Zeal mulai terjaga, matanya perlahan-lahan kembali normal, hanya saja ia terluka cukup dalam hingga kesulitan untuk berdiri. Maka ia memutuskan tetap duduk diatas rerumputan. Kini posisi para petualang-petualang dan Donalian sudah berubah dengan teratur. Tiga pemegang perisai menekan induk liger dengan lempengan besinya sementara sihir pengikat telah membuat sang induk tidak bergerak. Pemuda berkampak siaga menunggu aba-aba dan perapal mantera putih menyanyikan lagu untuk menetralkan kemampuan sihir sang liger.

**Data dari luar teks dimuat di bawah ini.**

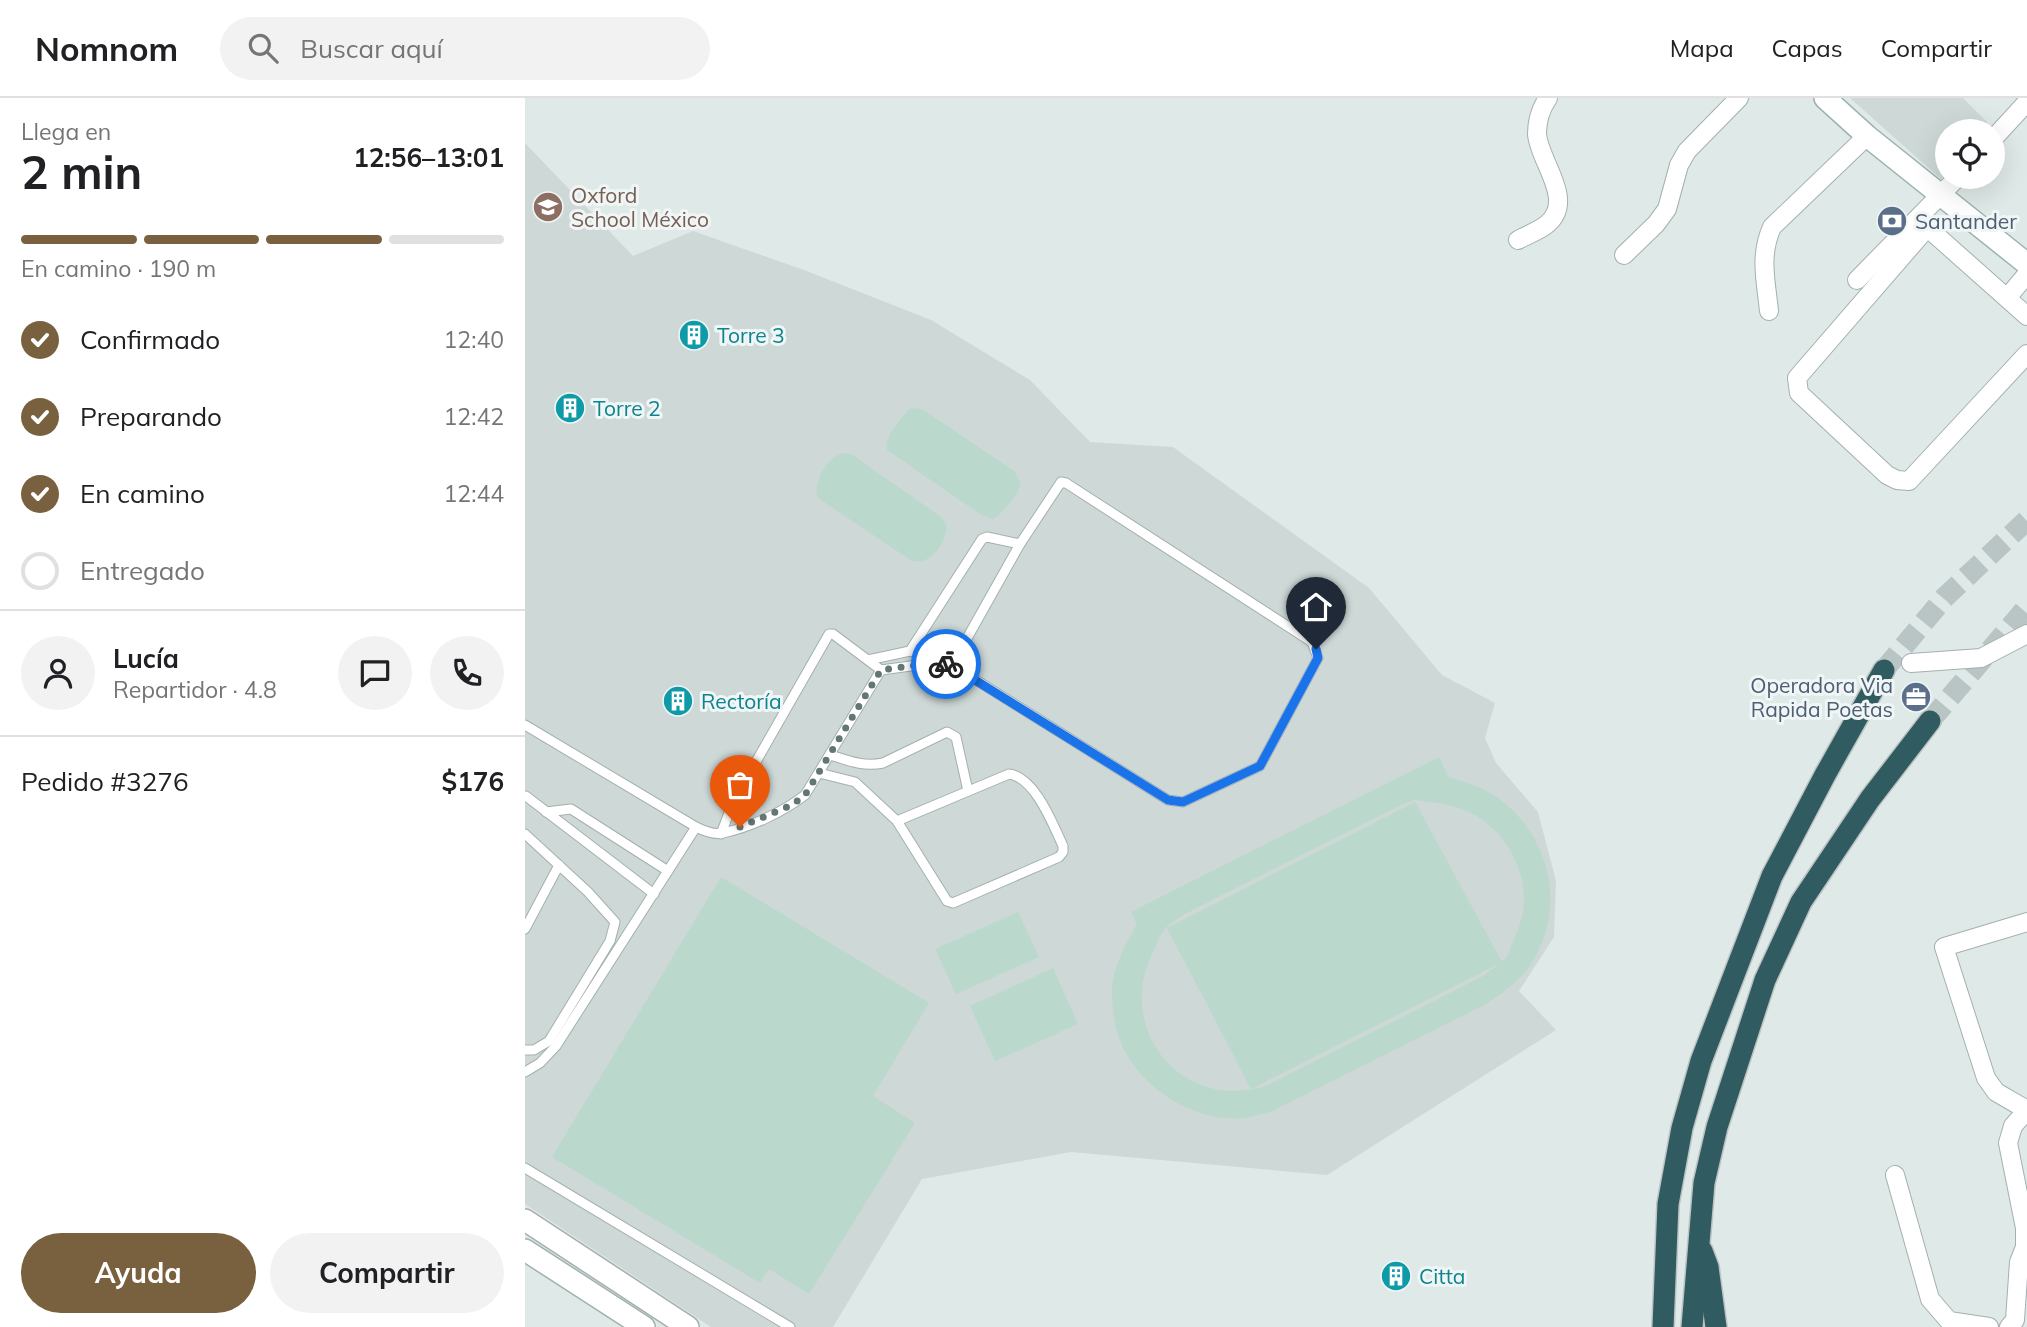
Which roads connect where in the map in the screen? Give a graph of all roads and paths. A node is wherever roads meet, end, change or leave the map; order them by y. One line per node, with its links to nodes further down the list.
1 (1548, 98): 9 (street)
2 (1739, 98): 10 (street)
3 (1825, 98): 6 (street)
4 (2027, 102): 5 (street)
5 (2005, 126)
6 (1867, 136): 8 (street); 15 (street)
7 (1947, 189): 8 (street)
8 (1942, 194): 11 (street); 13 (street)
9 (1518, 240)
10 (1624, 255)
11 (2027, 264)
12 (2027, 274): 14 (street)
13 (1857, 280)
14 (2007, 298): 16 (street); 17 (street)
15 (1769, 311)
16 (2027, 316)
17 (2027, 354)
18 (1020, 544): 20 (lane); 21 (lane); 24 (lane)
19 (2027, 634): 23 (street)
20 (910, 651): 21 (lane); 22 (lane)
21 (958, 652): 24 (lane)
22 (868, 660): 25 (lane); 37 (lane)
23 (1911, 663)
24 (951, 665): 25 (lane)
25 (881, 670): 29 (lane)
26 (1884, 670): 54 (highway)
27 (1930, 721): 49 (highway)
28 (525, 724): 35 (lane)
29 (830, 755): 30 (lane); 31 (lane)
30 (819, 773): 34 (lane); 37 (lane)
31 (968, 791): 34 (lane); 34 (lane)
32 (525, 797): 33 (lane)
33 (546, 812): 39 (lane); 40 (lane)
34 (897, 821)
35 (696, 827): 37 (lane); 39 (lane)
36 (525, 834): 38 (lane)
37 (721, 834)
38 (559, 865): 42 (lane); 43 (lane)
39 (669, 871): 40 (lane)
40 (654, 894): 44 (lane)
41 (2027, 922): 45 (street)
42 (525, 929)
43 (525, 1050)
44 (525, 1072)
45 (2027, 1112): 58 (street)
46 (525, 1168): 53 (lane)
47 (1895, 1175): 57 (street)
48 (525, 1220): 51 (street)
49 (1697, 1244): 55 (highway); 56 (highway)
50 (525, 1250): 52 (street)
51 (683, 1326)
52 (644, 1327)
53 (790, 1327)
54 (1663, 1327)
55 (1692, 1327)
56 (1716, 1327)
57 (1989, 1327)
58 (2009, 1327)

"Sialan! Lagi-lagi si licik itu menyimpan rencana cadangannya! Dan kemana saja kalian sejak tadi," umpat Zeal kesal.

"Hahahaha! Inilah balas dendamku makhluk menjijikan!" Kata Letto berdiri diatas Anak Liger loreng yang sudah terikat sambil memegang pedang kecil dengan kedua tangannya. Siap menancapkannya ke kepala Kucing tersebut.

Besi dingin menembus mata ke dalam kepala si loreng. Anak liger itu meronta-ronta sambil mengerang. Akhirnya, dia berhenti bergerak menghembuskan nafas terakhirnya.

Melihat salah satu anaknya terbunuh, liger dewasa mengaum tidak berdaya. Dengan tubuh yang terikat dan kemampuan sihirnya dimandulkan. Dia hanya bisa berteriak murka kepada orang-orang yang berniat menghabisi keluarganya.

"Zeal. Ekspetasiku terhadapmu salah. Kukira kamu akan lebih berguna tetapi sepertinya keberadaanmu tidak begitu penting disini," cuap Donalian sambil mengarahkan pedangnya ke kucing raksasa tersebut. Dingin tanpa ekspresi, dia membuka acara penjagalan.

"Mendapatkan informasi seberapa besar kekuatan liger, kemudian mencari formasi yang sesuai untuk menghabisinya. Tidak perlu tenaga besar, hanya butuh momentum yang pas. Ini adalah kemampuan seorang Donalian. Dan sekarang, eksekusi, dimulai," katanya dengan penuh kebanggaan.